Tunnelmole solves this problem by giving your local server a secure, public URL in seconds. In this guide, you’ll learn how to:
- Set up a local Express.js app to receive Shopify webhooks
- Use Tunnelmole to expose your local server to the internet
- Register a webhook with Shopify (using the admin dashboard or API)
- Debug and verify webhook delivery end-to-end
Whether you’re building a custom Shopify app, automating order processing, or just learning about webhooks, this tutorial will get you up and running—no need to deploy to the cloud or mess with firewalls.
Table of Contents
- What are Shopify Webhooks?
- Why You Need a Public URL for Webhooks
- Why Use Tunnelmole for Shopify Webhooks?
- Step 1: Create a Local Express.js Webhook Receiver
- Step 2: Install and Run Tunnelmole
- Step 3: Register Your Webhook with Shopify
- Step 4: Test and Debug Shopify Webhooks Locally
- Security: Verifying Shopify Webhook Signatures
- Troubleshooting Common Issues
- Feature Comparison: Tunnelmole Features
- Summary and Next Steps
- FAQ: Shopify Webhooks and Tunnelmole
What are Shopify Webhooks?
Shopify webhooks are HTTP callbacks that notify your app when specific events happen in a store—like a new order, product update, or customer creation. Instead of polling the Shopify API, you can react instantly to changes.
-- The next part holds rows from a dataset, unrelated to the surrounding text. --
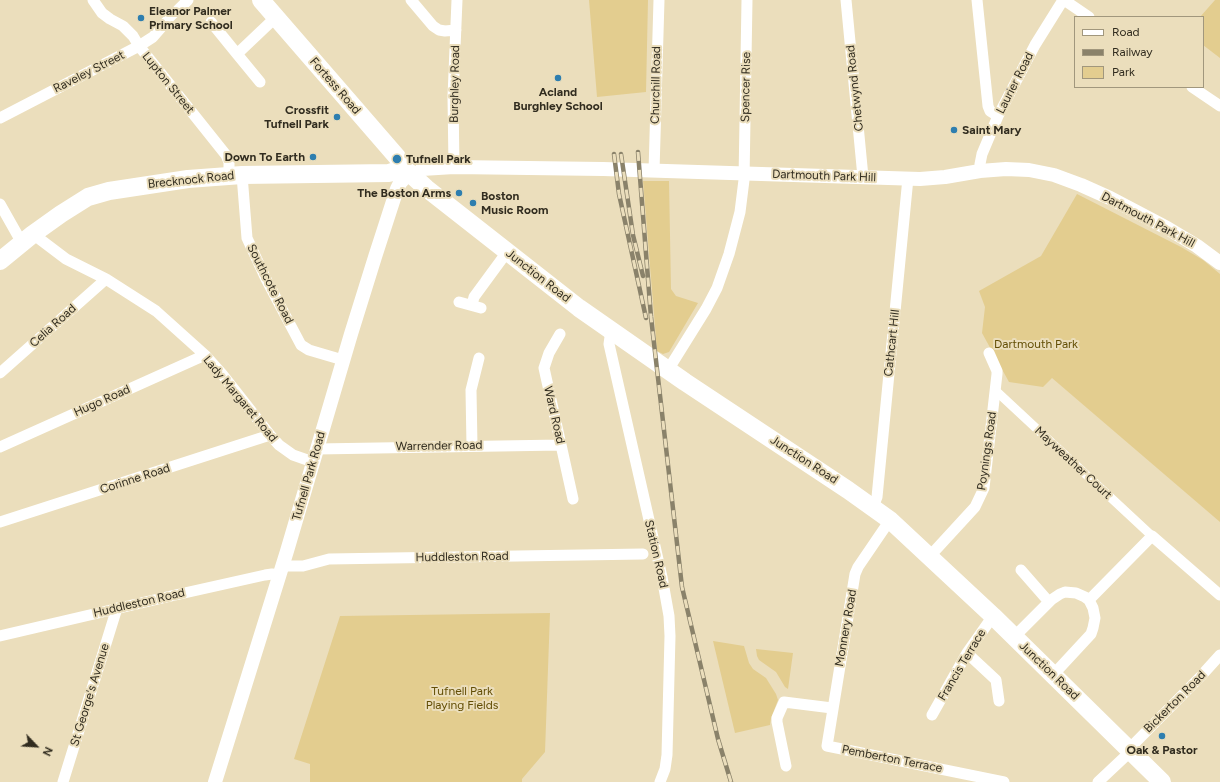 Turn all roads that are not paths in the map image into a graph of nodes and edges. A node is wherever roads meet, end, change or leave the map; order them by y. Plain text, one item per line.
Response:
1 (93, 0) edge
2 (188, 0) edge
3 (261, 0) edge
4 (411, 0) edge
5 (457, 0) edge
6 (659, 0) edge
7 (747, 0) edge
8 (846, 0) edge
9 (977, 0) edge
10 (1063, 0) edge
11 (178, 10) joint
12 (1087, 16) edge
13 (276, 17) junction
14 (166, 22) joint
15 (211, 22) dead end
16 (456, 30) junction
17 (139, 46) junction
18 (237, 54) junction
19 (260, 82) dead end
20 (1193, 88) edge
21 (1220, 106) edge
22 (998, 116) junction
23 (0, 118) edge
24 (454, 168) junction
25 (980, 170) junction
26 (650, 171) junction
27 (409, 173) junction
28 (745, 173) junction
29 (236, 176) junction
30 (863, 177) junction
31 (908, 178) junction
32 (0, 204) edge
33 (28, 239) junction
34 (507, 252) junction
35 (0, 261) edge
36 (1220, 263) edge
37 (106, 278) junction
38 (459, 302) dead end
39 (611, 330) junction
40 (560, 334) dead end
41 (989, 353) dead end
42 (205, 355) junction
43 (479, 358) dead end
44 (343, 360) junction
45 (668, 370) junction
46 (0, 373) edge
47 (995, 390) junction
48 (270, 435) junction
49 (561, 445) junction
50 (0, 446) edge
51 (472, 446) junction
52 (315, 455) junction
53 (573, 499) dead end
54 (873, 507) junction
55 (890, 520) junction
56 (0, 522) edge
57 (1152, 536) junction
58 (643, 554) dead end
59 (930, 556) junction
60 (1021, 570) dead end
61 (281, 571) junction
62 (1220, 595) edge
63 (1089, 600) junction
64 (1049, 602) junction
65 (117, 608) junction
66 (993, 616) junction
67 (0, 636) edge
68 (1014, 637) junction
69 (967, 653) junction
70 (1220, 655) edge
71 (1052, 675) junction
72 (999, 701) dead end
73 (832, 708) junction
74 (932, 715) dead end
75 (827, 746) joint
76 (1130, 750) junction
77 (786, 766) dead end
78 (63, 782) edge
79 (215, 782) edge
80 (660, 782) edge
81 (1004, 782) edge
82 (1098, 782) edge
83 (1162, 782) edge

1 - 17 street, Lupton Street
2 - 11 street, Raveley Street
3 - 13 main road, Fortess Road
4 - 16 street
5 - 16 street, Burghley Road
6 - 26 street, Churchill Road
7 - 28 street, Spencer Rise
8 - 30 street, Chetwynd Road
9 - 22 street
10 - 12 street
10 - 22 street, Laurier Road
11 - 14 street, Raveley Street
13 - 18 street
13 - 27 main road, Fortess Road
14 - 17 street, Raveley Street
15 - 18 street
16 - 24 street, Burghley Road
17 - 23 street, Raveley Street
17 - 29 street, Lupton Street
18 - 19 street
20 - 21 street
22 - 25 street, Laurier Road
24 - 26 street, Dartmouth Park Hill
24 - 27 street, Dartmouth Park Hill
25 - 31 street, Dartmouth Park Hill
25 - 36 street, Dartmouth Park Hill
26 - 28 street, Dartmouth Park Hill
27 - 29 main road, Brecknock Road
27 - 34 main road, Junction Road
27 - 44 street, Tufnell Park Road
28 - 30 street, Dartmouth Park Hill
28 - 45 street, Spencer Rise
29 - 33 main road, Brecknock Road
29 - 44 street, Southcote Road
30 - 31 street, Dartmouth Park Hill
31 - 54 street, Cathcart Hill
32 - 33 street, Lady Margaret Road
33 - 35 main road, Brecknock Road
33 - 37 street, Lady Margaret Road
34 - 38 street
34 - 39 main road, Junction Road
37 - 42 street, Lady Margaret Road
37 - 46 street, Celia Road
39 - 45 main road, Junction Road
39 - 80 street, Station Road
40 - 49 street, Ward Road
41 - 47 street, Poynings Road
42 - 48 street, Lady Margaret Road
42 - 50 street, Hugo Road
43 - 51 street
44 - 52 street, Tufnell Park Road
45 - 54 main road, Junction Road
47 - 57 street, Mayweather Court
47 - 59 street, Poynings Road
48 - 52 street, Lady Margaret Road
48 - 56 street, Corinne Road
49 - 51 street, Warrender Road
49 - 53 street, Ward Road
51 - 52 street, Warrender Road
52 - 61 street, Tufnell Park Road
54 - 55 main road, Junction Road
55 - 59 main road, Junction Road
55 - 73 street, Monnery Road
57 - 62 street
57 - 63 street
58 - 61 street, Huddleston Road
59 - 66 main road, Junction Road
60 - 64 street
61 - 65 street, Huddleston Road
61 - 79 street, Tufnell Park Road
63 - 64 street
63 - 71 street
64 - 68 street
65 - 67 street, Huddleston Road
65 - 78 street, St George's Avenue
66 - 68 main road, Junction Road
66 - 69 street, Francis Terrace
68 - 71 main road, Junction Road
69 - 72 street
69 - 74 street, Francis Terrace
70 - 76 street, Bickerton Road
71 - 76 main road, Junction Road
73 - 75 street, Monnery Road
73 - 77 street
75 - 81 street, Pemberton Terrace
76 - 82 street, Bickerton Road
76 - 83 main road, Junction Road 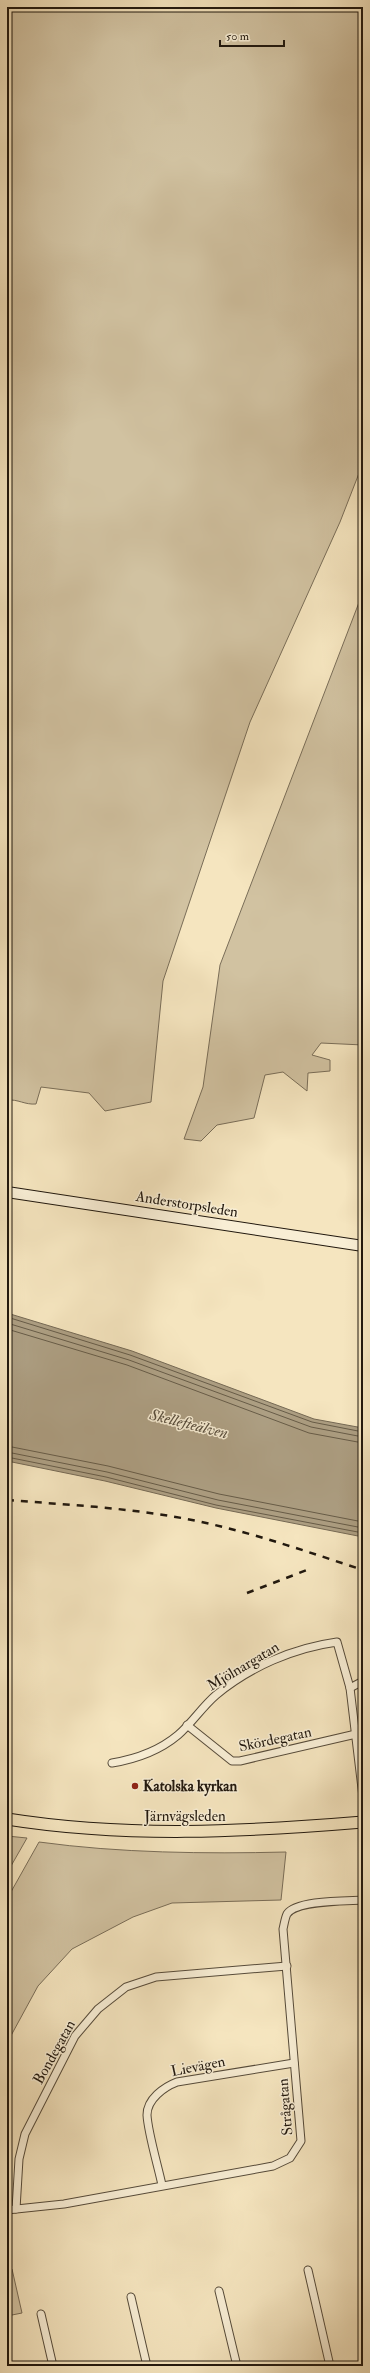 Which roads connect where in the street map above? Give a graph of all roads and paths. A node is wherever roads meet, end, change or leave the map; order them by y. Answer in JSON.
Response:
{"nodes":[{"id":1,"x":7,"y":1192,"type":"edge"},
{"id":2,"x":363,"y":1246,"type":"edge"},
{"id":3,"x":363,"y":1681,"type":"edge"},
{"id":4,"x":350,"y":1688,"type":"junction"},
{"id":5,"x":187,"y":1725,"type":"junction"},
{"id":6,"x":356,"y":1734,"type":"junction"},
{"id":7,"x":112,"y":1763,"type":"dead end"},
{"id":8,"x":363,"y":1797,"type":"edge"},
{"id":9,"x":7,"y":1819,"type":"edge"},
{"id":10,"x":363,"y":1822,"type":"edge"},
{"id":11,"x":363,"y":1900,"type":"edge"},
{"id":12,"x":287,"y":1966,"type":"junction"},
{"id":13,"x":294,"y":2063,"type":"junction"},
{"id":14,"x":162,"y":2185,"type":"junction"},
{"id":15,"x":16,"y":2209,"type":"junction"},
{"id":16,"x":7,"y":2210,"type":"edge"},
{"id":17,"x":308,"y":2270,"type":"dead end"},
{"id":18,"x":220,"y":2291,"type":"dead end"},
{"id":19,"x":131,"y":2298,"type":"dead end"},
{"id":20,"x":41,"y":2314,"type":"dead end"},
{"id":21,"x":53,"y":2366,"type":"edge"},
{"id":22,"x":147,"y":2366,"type":"edge"},
{"id":23,"x":237,"y":2366,"type":"edge"},
{"id":24,"x":330,"y":2366,"type":"edge"}],
"edges":[{"from":1,"to":2,"type":"main road","name":"Anderstorpsleden"},
{"from":3,"to":4,"type":"street"},
{"from":4,"to":5,"type":"street","name":"Mjölnargatan"},
{"from":4,"to":6,"type":"street"},
{"from":5,"to":6,"type":"street","name":"Skördegatan"},
{"from":5,"to":7,"type":"street","name":"Mjölnargatan"},
{"from":6,"to":8,"type":"street"},
{"from":9,"to":10,"type":"main road","name":"Järnvägsleden"},
{"from":11,"to":12,"type":"street","name":"Strågatan"},
{"from":12,"to":13,"type":"street","name":"Strågatan"},
{"from":12,"to":15,"type":"street","name":"Bondegatan"},
{"from":13,"to":14,"type":"street","name":"Strågatan"},
{"from":13,"to":14,"type":"street","name":"Lievägen"},
{"from":14,"to":15,"type":"street","name":"Strågatan"},
{"from":15,"to":16,"type":"street","name":"Strågatan"},
{"from":17,"to":24,"type":"street"},
{"from":18,"to":23,"type":"street"},
{"from":19,"to":22,"type":"street"},
{"from":20,"to":21,"type":"street"}]}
Common Shopify webhook events:
-
orders/create
— New order placed -
products/update
— Product updated -
customers/create
— New customer registered -
app/uninstalled
— App removed from store
When an event occurs, Shopify sends a POST request with a JSON payload to your specified webhook URL.
Why You Need a Public URL for Webhooks
Shopify must be able to reach your webhook endpoint over the public internet. If your Express.js app is running on localhost:3000
, Shopify can’t access it directly.
You need a public HTTPS URL that forwards requests to your local server.
Typical workflow:
- Start your Express.js app on
localhost:3000
- Use Tunnelmole to get a public URL (e.g.,
https://abc123.tunnelmole.net
) - Register this URL as your webhook endpoint in Shopify
- Shopify sends webhooks to your Tunnelmole URL, which forwards them to your local app
Why Use Tunnelmole for Shopify Webhooks?
Tunnelmole is a modern, open source tunneling tool that makes local webhook development fast and easy:
- 100% open source (MIT/AGPLv3)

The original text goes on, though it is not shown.